“Um novo arrais governa o Olimpo; Zeus exerce um poder arbitrário, inovando leis, e aniquila hoje os potentados de ontem”. (Prometeu Acorrentado – Ésquilo)
A Esquerda surgiu quando o Capitalismo se estabeleceu como o Sistema predominante tanto na Economia, como na superestrutura política-jurídica, com ruptura final do feudalismo, mesmo que de forma desigual entre países, às vezes dentro de um mesmo país, a dupla convivência dessas formas de exploração econômica.
A Esquerda (comunistas, socialista, anarquistas) e tem um papel fundamental na transição entre Sistemas, no estabelecimento das formas políticas de disputas e como resistência ao SISTEMA, na maioria das vezes lutando contra, mas sendo parte dele, não dissociada dele, ainda que o combata, diretamente ou indiretamente, o faz existir e o valida, quando não foi capaz (ainda) de romper com suas amarras.
As experiências do Leste Europeu funcionaram como paradigma e freio para que o capitalismo não experimentasse suas formas mais letais e destrutivas. A existência de um polo alternativo (com todas as contradições possíveis e imagináveis) de certa forma ajudou o capitalismo para se desenvolver enormemente, mas com limites.
Fez o SISTEMA aceitar (taticamente) algumas formas democráticas e a conceder direitos significativo para uma parcela da classe, não de forma gratuita, mas por pressões internas da luta de classes, como também temor de que o outro lado “vencesse”.
Nesse sentido, a adoção do Estado de Bem-estar Social em quase todos os países do planeta, algumas vezes com similaridade com o leste, a forte presença estatal na economia, planejamento, direitos sociais e trabalhistas, previdência, aposentadoria, educação e saúde, por um largo período, quase 80 anos (1929-2008), foi vencedor ideológico com o Leste Europeu.
A queda do muro de Berlim carrega um enorme simbolismo porque ali, todas as forças represadas se liberaram, um mundo quase unipolar surgiu, com o império dos EUA como senhor do mundo, mesmo a formação da União Europeia (UE) consolidada em 2001, não fez frente ao poderio de Washington e sua máquina de guerra e poder.

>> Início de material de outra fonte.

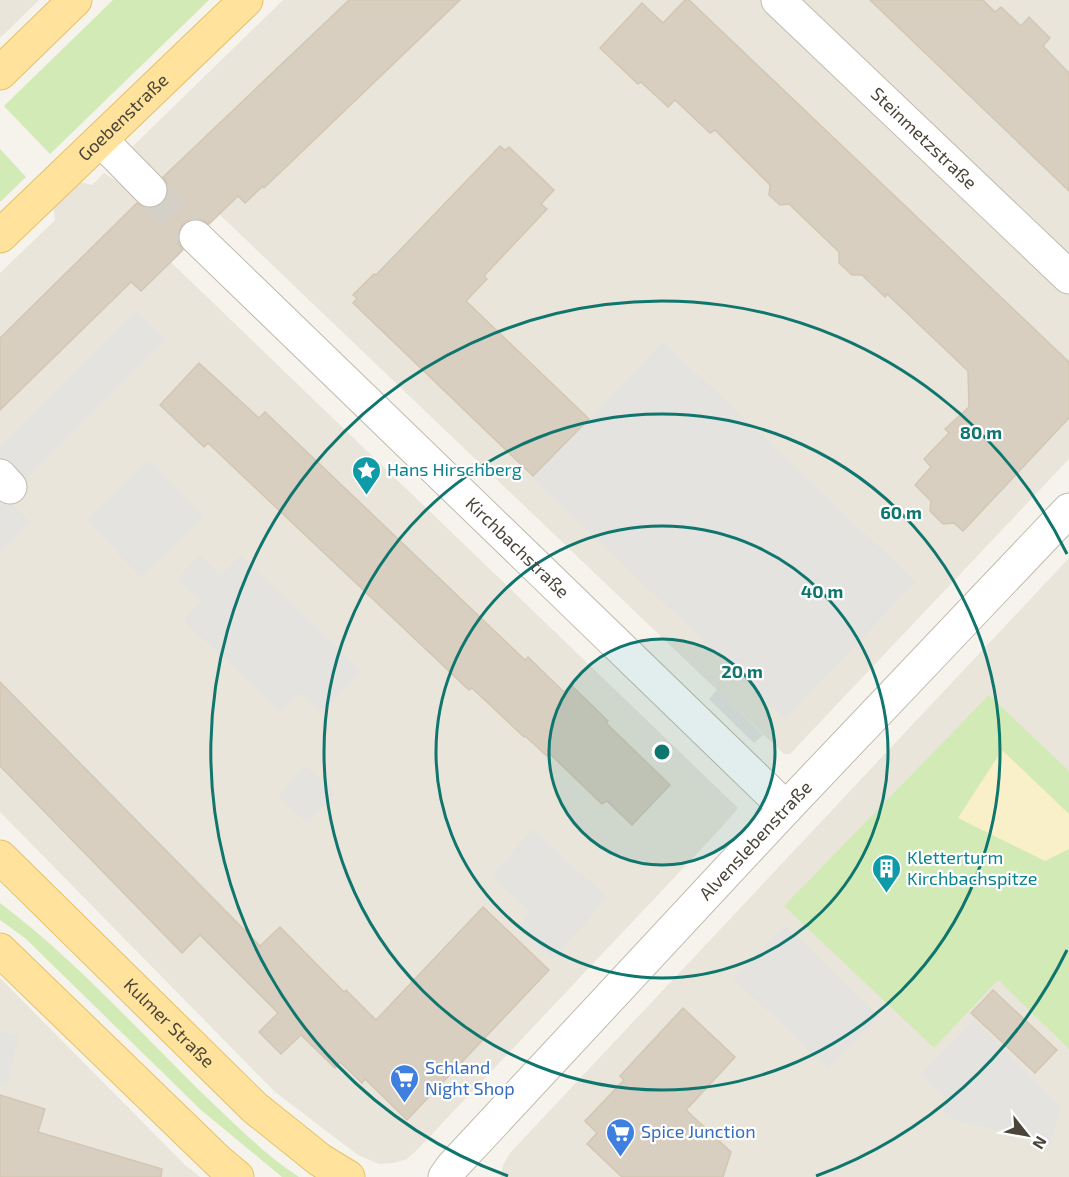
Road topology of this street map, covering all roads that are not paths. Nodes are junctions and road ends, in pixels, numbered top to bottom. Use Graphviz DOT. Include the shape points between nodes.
graph roads {
  1 [pos="75,0"];
  2 [pos="246,0"];
  3 [pos="778,0"];
  4 [pos="0,73"];
  5 [pos="101,140"];
  6 [pos="150,190"];
  7 [pos="0,236"];
  8 [pos="196,237"];
  9 [pos="1069,277"];
  10 [pos="1069,510"];
  11 [pos="786,808"];
  12 [pos="0,857"];
  13 [pos="0,950"];
  14 [pos="237,1177"];
  15 [pos="348,1177"];
  16 [pos="445,1177"];
  1 -- 4 [label="main road"];
  2 -- 5 [label="main road, Goebenstraße"];
  3 -- 9 [label="street, Steinmetzstraße"];
  5 -- 6 [label="street"];
  5 -- 7 [label="main road, Goebenstraße"];
  8 -- 11 [label="street, Kirchbachstraße"];
  10 -- 11 [label="street, Alvenslebenstraße"];
  11 -- 16 [label="street, Alvenslebenstraße"];
  12 -- 15 [label="main road, Kulmer Straße" via="255,1108 320,1160"];
  13 -- 14 [label="main road"];
}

Uma nova ruptura se fez entre 2005-2008, a queda do muro de Wall Street, talvez a maior crise de superprodução de Capital da história, abriu a possibilidade de uma reorganização, ainda incompleta, do Capital, tanto econômica, quanto superestrutural.
A mutação de suas formas de exploração, o fim real do welfare state, criou um aparente vazio político, a Esquerda derrotada em 1989, não se ergueu ainda e não encontrou seu eixo, sua estratégia de ruptura ou mesmo de adaptação tática ao SISTEMA, ou mesmo a entender o que são essas novas formas de exploração e formas jurídicas, políticas de Estado.
Por outro lado, um novo Poder distópico, surreal, que se apresenta como antissistema, é uma força de ultradireita (internacionalista) que galvaniza a mágoa e a frustração de que não há mais Estado, nem Direitos, a culpa é da Política e da Democracia
Assim, ela se torna alternativa real, como se fosse questionar a Nova Ordem, de que luta contra o SISTEMA, olhando de perto, essas forças, no fundo, são parte essencial desse novo/velho Sistema, ela legitima todas as formas de superexploração humana, a uberização, a precarização, o fim do que sobrou de serviços públicos e as defesas dos mais vulneráveis econômicos, como são contra afirmações de raça, gênero e diversidade.
O que representam são os novos donos do Capital, uma parcela ainda menor e mais concentrada da riqueza, da ostentação, que não precisam mais de freios morais, éticos, de expressarem seu ódio de classe, suas vidas nababescas e disruptivas.
A alta tecnologia é o motor da mais catastrófica mudança da humanidade, é o veículo ideológico, político, de coesão e coerção, para uma hegemonia do Capital. Os algoritmos, a IA são fronteiras de quebra de paradigmas para formação humana, padrão cultural, educacional, na natureza, do clima, de soberania nacional e de unidades políticas autônomas.
A Esquerda que é tão fundamental para o gênero humano precisa renascer e se reafirmar como fonte de vida e dignidade, para que o planeta sobreviva ao caos, não é apenas a Barbárie que assusta, mas a escravidão não mais pelo contrato formal de trabalho, mas os grilhões tecnológicos, a dominação completa, vigiada e prisões digitais.
É um debate que se deve enfrentar, não como fim da Esquerda, mas como possibilidade de recomeço, para um cenário completamente diferente e desigual, em escala global.